* EXTRACTED INFORMATION:
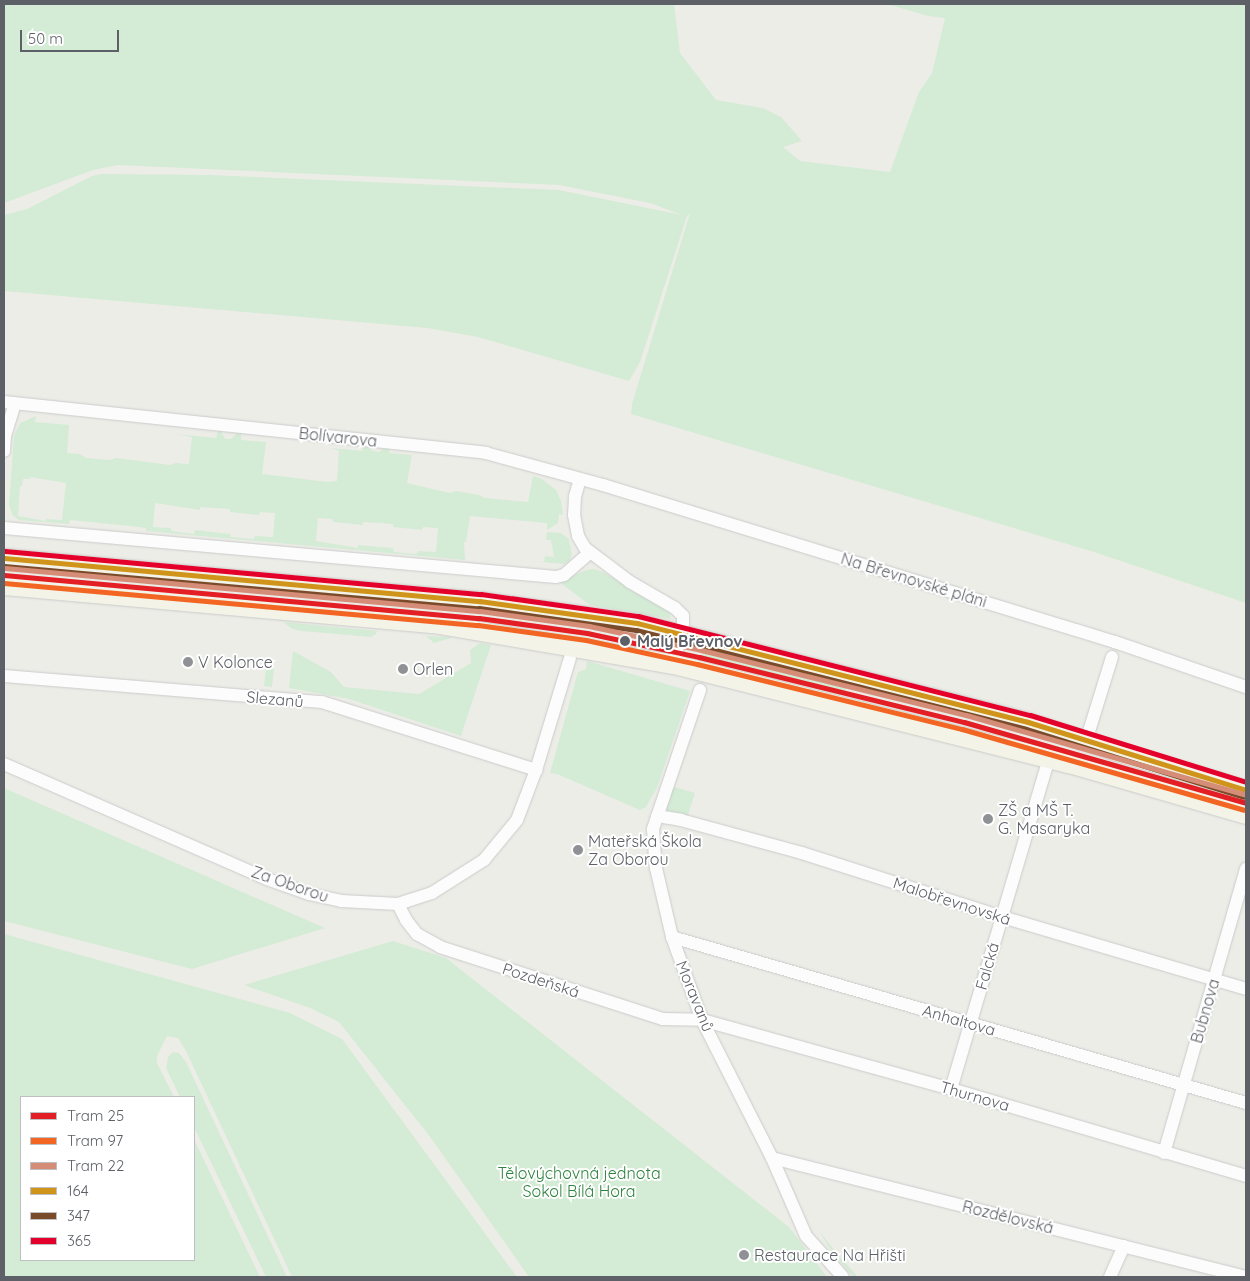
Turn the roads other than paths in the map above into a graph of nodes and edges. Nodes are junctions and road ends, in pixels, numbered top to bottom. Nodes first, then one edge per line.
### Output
1 (9, 403) edge
2 (4, 452) edge
3 (580, 479) junction
4 (4, 528) edge
5 (589, 553) junction
6 (4, 558) edge
7 (4, 586) edge
8 (681, 635) junction
9 (1112, 657) dead end
10 (570, 658) dead end
11 (674, 664) junction
12 (4, 676) edge
13 (1246, 686) edge
14 (700, 690) dead end
15 (1086, 741) junction
16 (1049, 758) junction
17 (4, 764) edge
18 (536, 770) junction
19 (1246, 790) edge
20 (1246, 814) edge
21 (657, 816) junction
22 (1246, 869) edge
23 (398, 904) junction
24 (1002, 917) junction
25 (672, 937) junction
26 (1214, 979) junction
27 (1246, 989) edge
28 (702, 1020) junction
29 (970, 1024) junction
30 (1183, 1085) junction
31 (951, 1089) junction
32 (1246, 1103) edge
33 (1164, 1153) junction
34 (772, 1158) junction
35 (1246, 1176) edge
36 (1124, 1246) junction
37 (843, 1277) edge
38 (1110, 1277) edge
39 (1245, 1277) edge

1 - 2 street, Bolívarova
1 - 3 street, Bolívarova
3 - 5 street
3 - 13 street, Na Břevnovské pláni
4 - 5 street
5 - 8 street
6 - 8 main road
7 - 11 main road
8 - 11 street
8 - 15 main road
9 - 15 street
10 - 18 street, Za Oborou
11 - 16 main road
12 - 18 street, Slezanů
14 - 21 street, Moravanů
15 - 19 main road
16 - 20 main road
16 - 24 street, Falcká
17 - 23 street, Za Oborou
18 - 23 street, Za Oborou
21 - 24 street, Malobřevnovská
21 - 25 street, Moravanů
22 - 26 street, Bubnova
23 - 28 street, Pozdeňská
24 - 26 street, Malobřevnovská
24 - 29 street, Falcká
25 - 28 street, Moravanů
25 - 29 street, Anhaltova
26 - 27 street, Malobřevnovská
26 - 30 street, Bubnova
28 - 31 street, Thurnova
28 - 34 street, Moravanů
29 - 30 street, Anhaltova
29 - 31 street, Falcká
30 - 32 street, Anhaltova
30 - 33 street, Bubnova
31 - 33 street, Thurnova
33 - 35 street, Thurnova
34 - 36 street, Rozdělovská
34 - 37 street, Moravanů
36 - 38 street
36 - 39 street, Rozdělovská

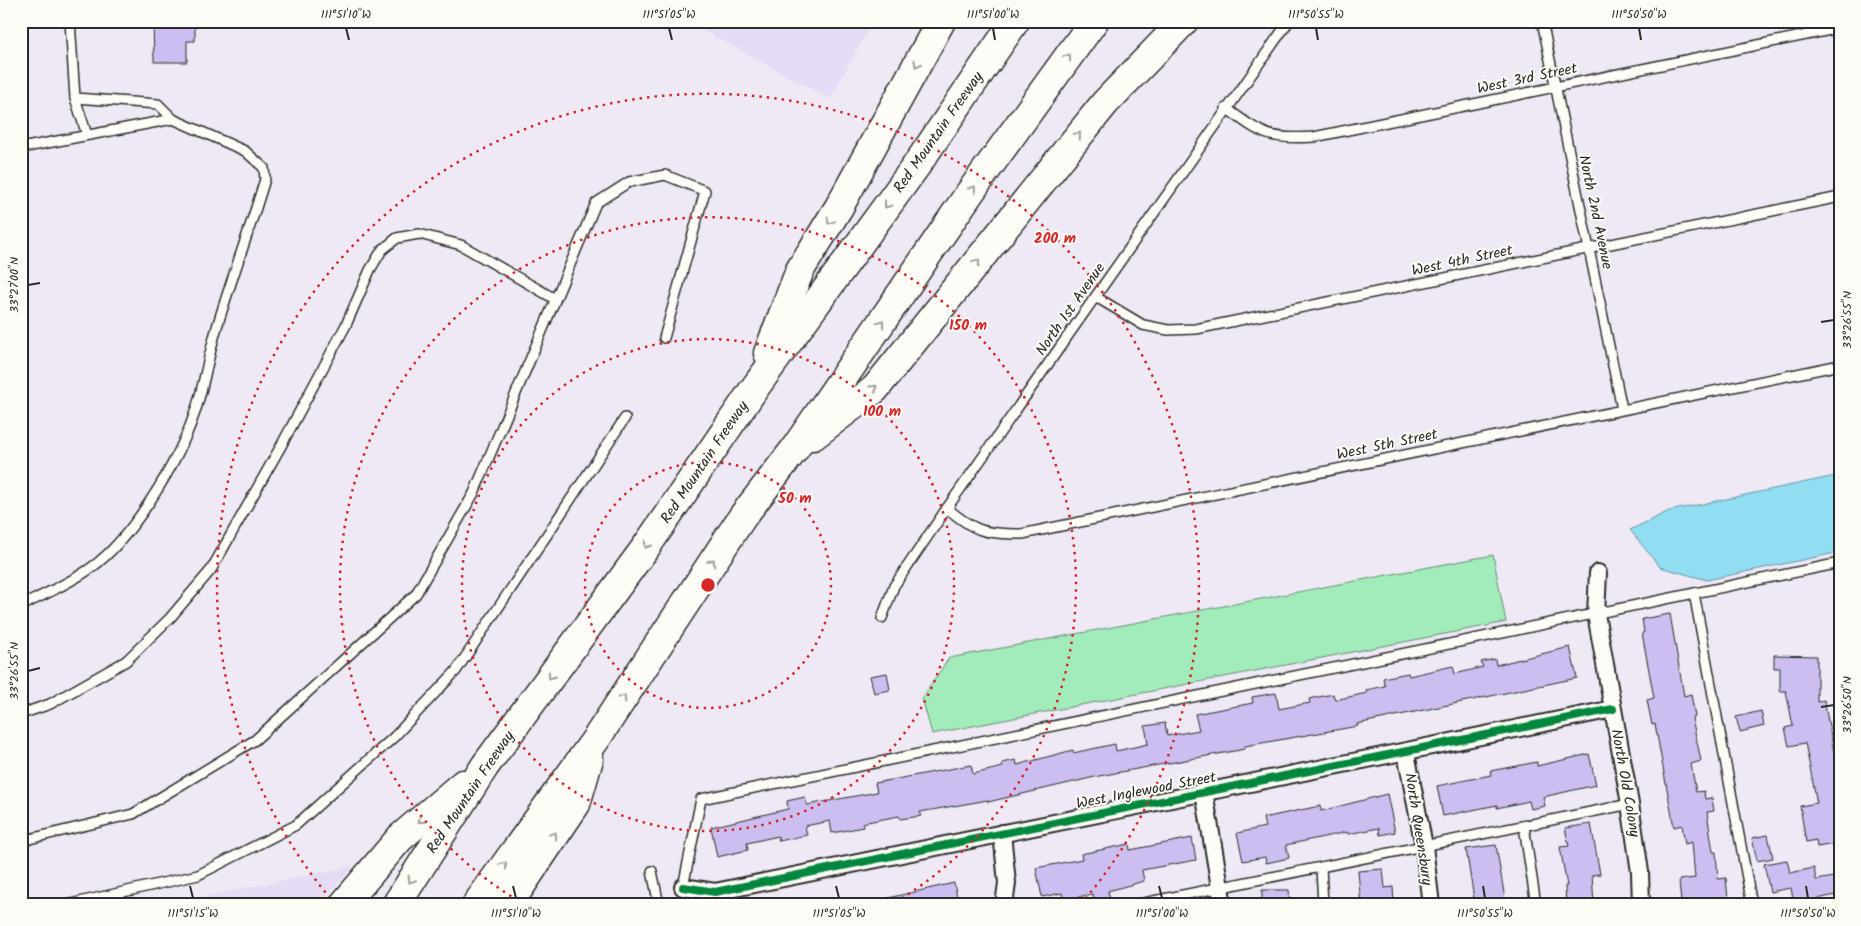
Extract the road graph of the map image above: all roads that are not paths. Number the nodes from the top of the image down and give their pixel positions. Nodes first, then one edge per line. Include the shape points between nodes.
1 (70, 21) edge
2 (941, 21) edge
3 (1015, 21) edge
4 (1094, 21) edge
5 (1184, 21) edge
6 (1289, 21) edge
7 (1542, 21) edge
8 (1840, 28) edge
9 (1556, 86) junction
10 (75, 98) junction
11 (1226, 108) junction
12 (173, 119) junction
13 (87, 135) junction
14 (21, 148) edge
15 (1840, 197) edge
16 (1589, 248) junction
17 (1096, 297) junction
18 (554, 299) junction
19 (664, 338) dead end
20 (1840, 364) edge
21 (754, 389) junction
22 (1622, 409) junction
23 (625, 418) dead end
24 (794, 450) junction
25 (947, 508) junction
26 (1840, 563) edge
27 (1598, 572) dead end
28 (1694, 593) junction
29 (21, 606) edge
30 (1596, 614) junction
31 (882, 618) dead end
32 (1613, 709) junction
33 (21, 714) edge
34 (596, 739) junction
35 (1406, 753) junction
36 (485, 766) junction
37 (1204, 792) junction
38 (1630, 804) junction
39 (1524, 826) junction
40 (1002, 833) junction
41 (21, 841) edge
42 (1424, 846) junction
43 (1321, 867) junction
44 (652, 871) dead end
45 (683, 887) joint
46 (1222, 887) junction
47 (66, 905) edge
48 (343, 905) edge
49 (396, 905) edge
50 (476, 905) edge
51 (508, 905) edge
52 (659, 905) edge
53 (1004, 905) edge
54 (1134, 905) edge
55 (1223, 905) edge
56 (1323, 905) edge
57 (1431, 905) edge
58 (1536, 905) edge
59 (1641, 905) edge
60 (1752, 905) edge

1 - 10 lane
2 -> 21 highway via 839,207 800,270
3 -> 21 highway, Red Mountain Freeway via 916,166
24 -> 4 highway via 969,194
24 -> 5 highway via 875,389 1105,104
6 - 11 lane, North 1st Avenue
7 - 9 lane, North 2nd Avenue
8 - 9 lane, West 3rd Street
9 - 11 lane, West 3rd Street via 1314,137 1286,138 1261,133
9 - 16 lane, North 2nd Avenue
10 - 12 lane via 158,104
10 - 13 lane
11 - 17 lane, North 1st Avenue
12 - 13 lane
12 - 29 lane via 245,151 264,168 265,179 216,328 195,413 183,446 121,540 93,567
13 - 14 lane
15 - 16 lane, West 4th Street
16 - 17 lane, West 4th Street via 1196,329 1168,330 1143,325
16 - 22 lane, North 2nd Avenue
17 - 25 lane, North 1st Avenue
18 - 19 lane via 596,203 629,182 665,175 705,191
18 - 33 lane via 461,245 419,234 397,238 382,250 370,270 346,325 211,570 170,618 126,661 50,704
18 - 41 lane via 474,493 416,594 256,740 133,814
20 - 22 lane, West 5th Street
21 -> 36 highway, Red Mountain Freeway via 646,547
22 - 25 lane, West 5th Street via 1022,534 990,534 966,524
23 - 47 lane via 456,671 394,737 296,824 198,875
34 -> 24 highway via 743,516
25 - 31 lane, North 1st Avenue via 894,586
26 - 28 lane
27 - 30 street, North Old Colony
28 - 30 lane
28 - 60 lane
30 - 32 street, North Old Colony
30 - 45 lane via 700,799
32 - 35 street, West Inglewood Street
32 - 38 street, North Old Colony
50 -> 34 highway
51 -> 34 highway via 576,804
35 - 37 street, West Inglewood Street
35 - 42 street, North Queensbury
36 -> 48 highway via 400,838
36 -> 49 highway, Red Mountain Freeway
37 - 40 street, West Inglewood Street
37 - 46 street
38 - 39 lane
38 - 59 street, North Old Colony via 1640,872
39 - 42 lane
39 - 58 lane
40 - 45 street, West Inglewood Street via 715,892
40 - 53 street via 1007,883
42 - 43 lane
42 - 57 street, North Queensbury
43 - 46 lane
43 - 56 lane
44 - 52 lane
46 - 54 lane
46 - 55 street

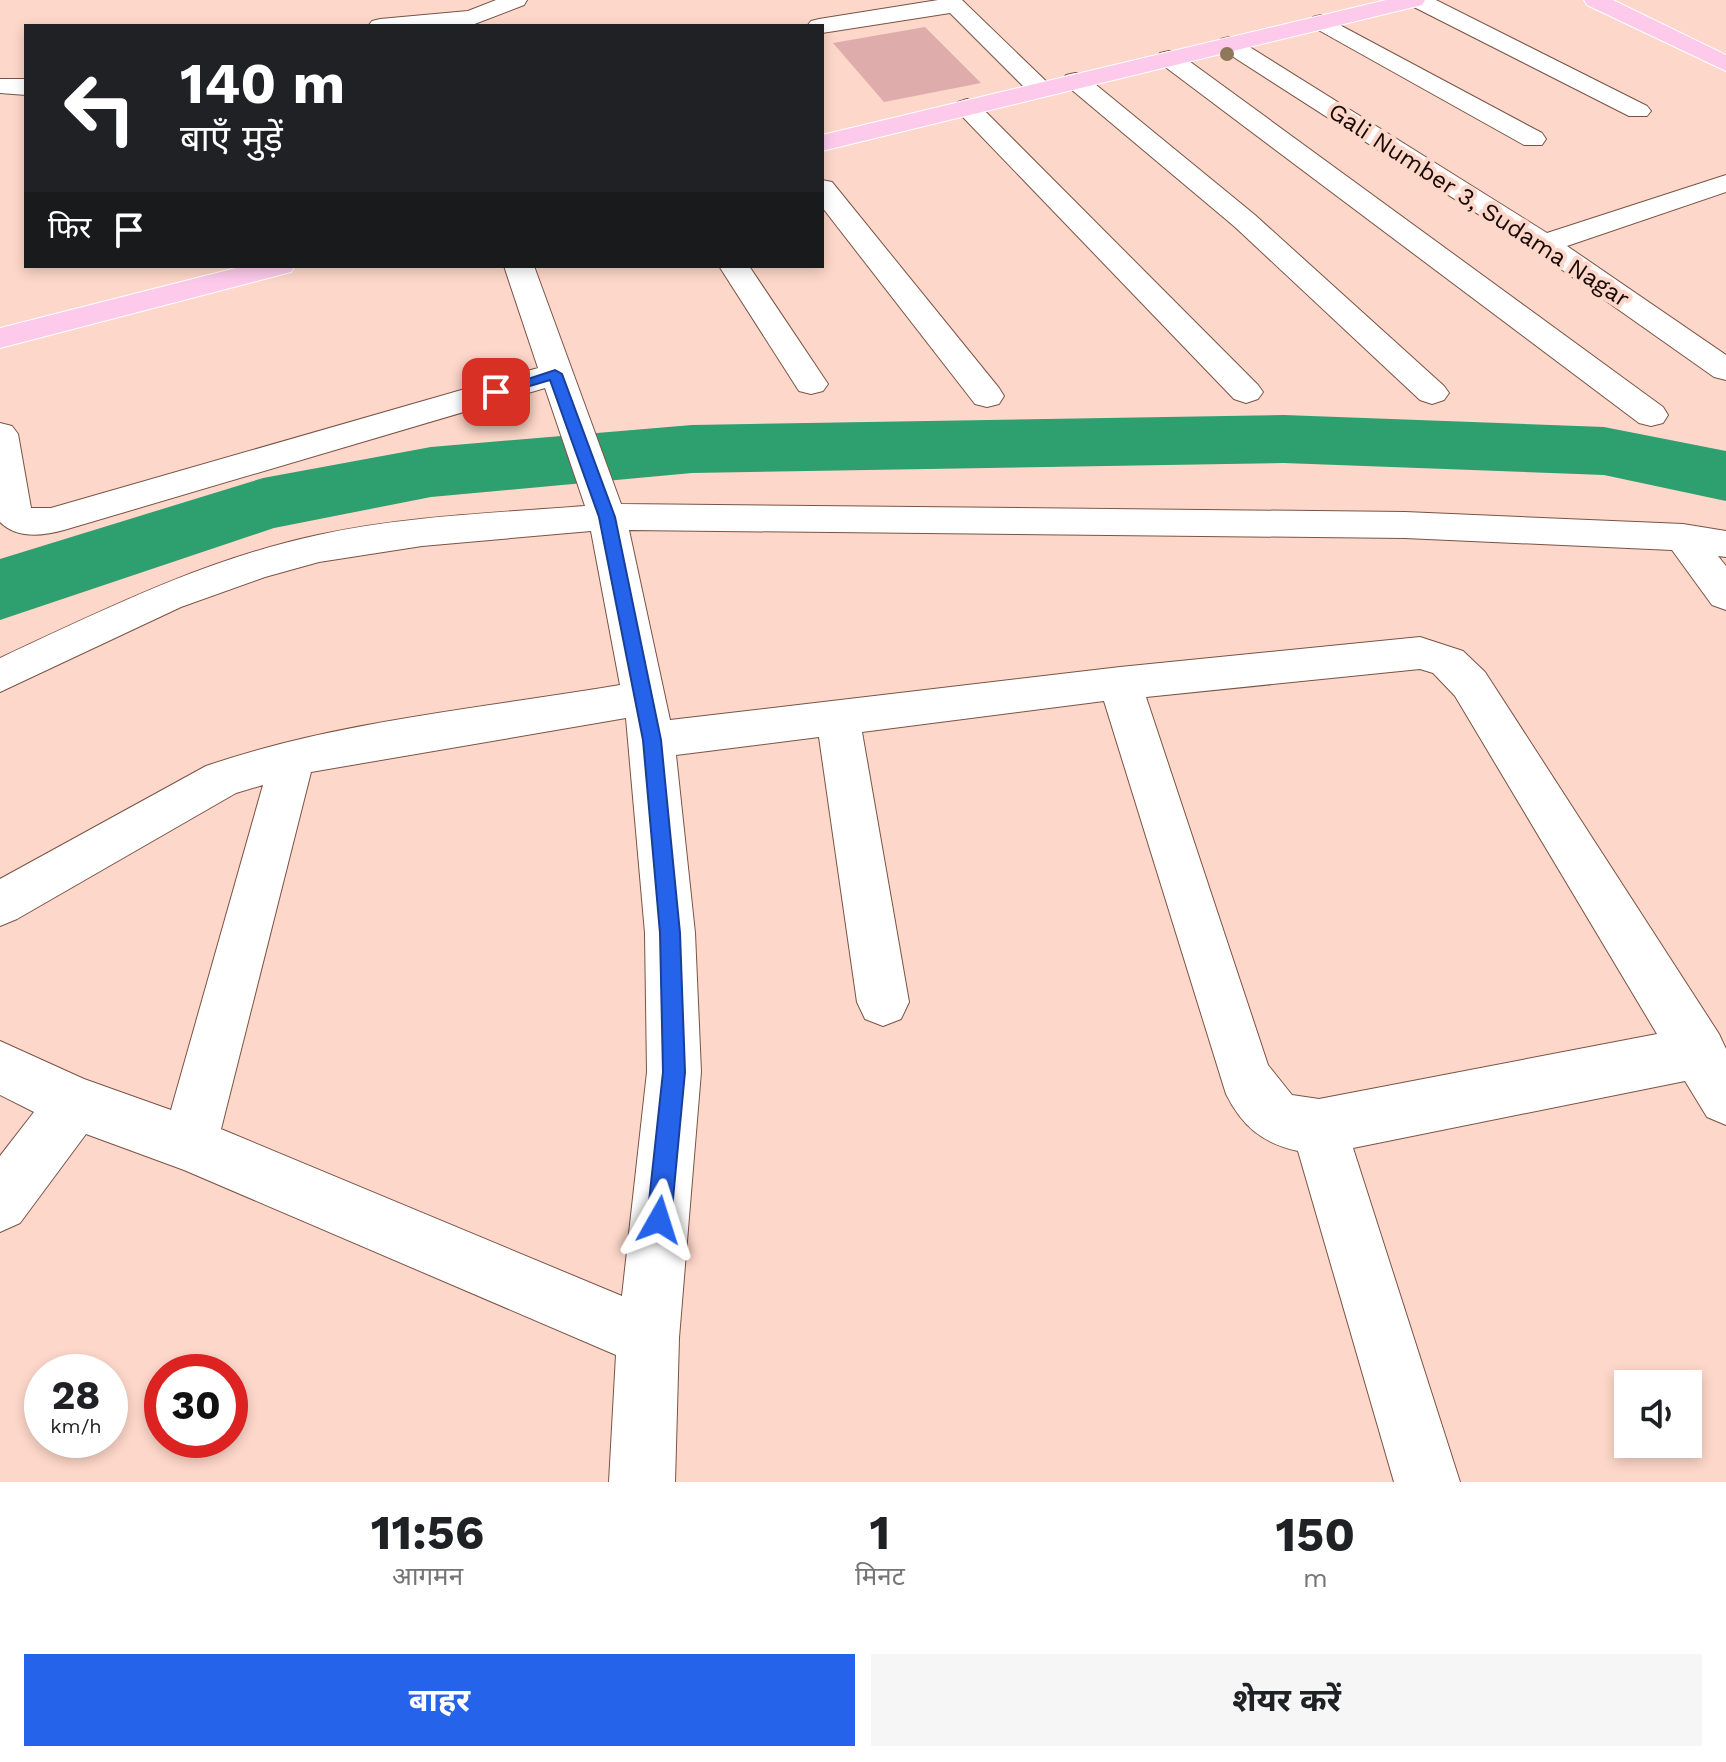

* YOUR OBJECTIVE: Only lines that include "Rozdělovská" belong in the answer; copy all of them from the listing.

* RESULT OF THIS TASK:
34 - 36 street, Rozdělovská
36 - 39 street, Rozdělovská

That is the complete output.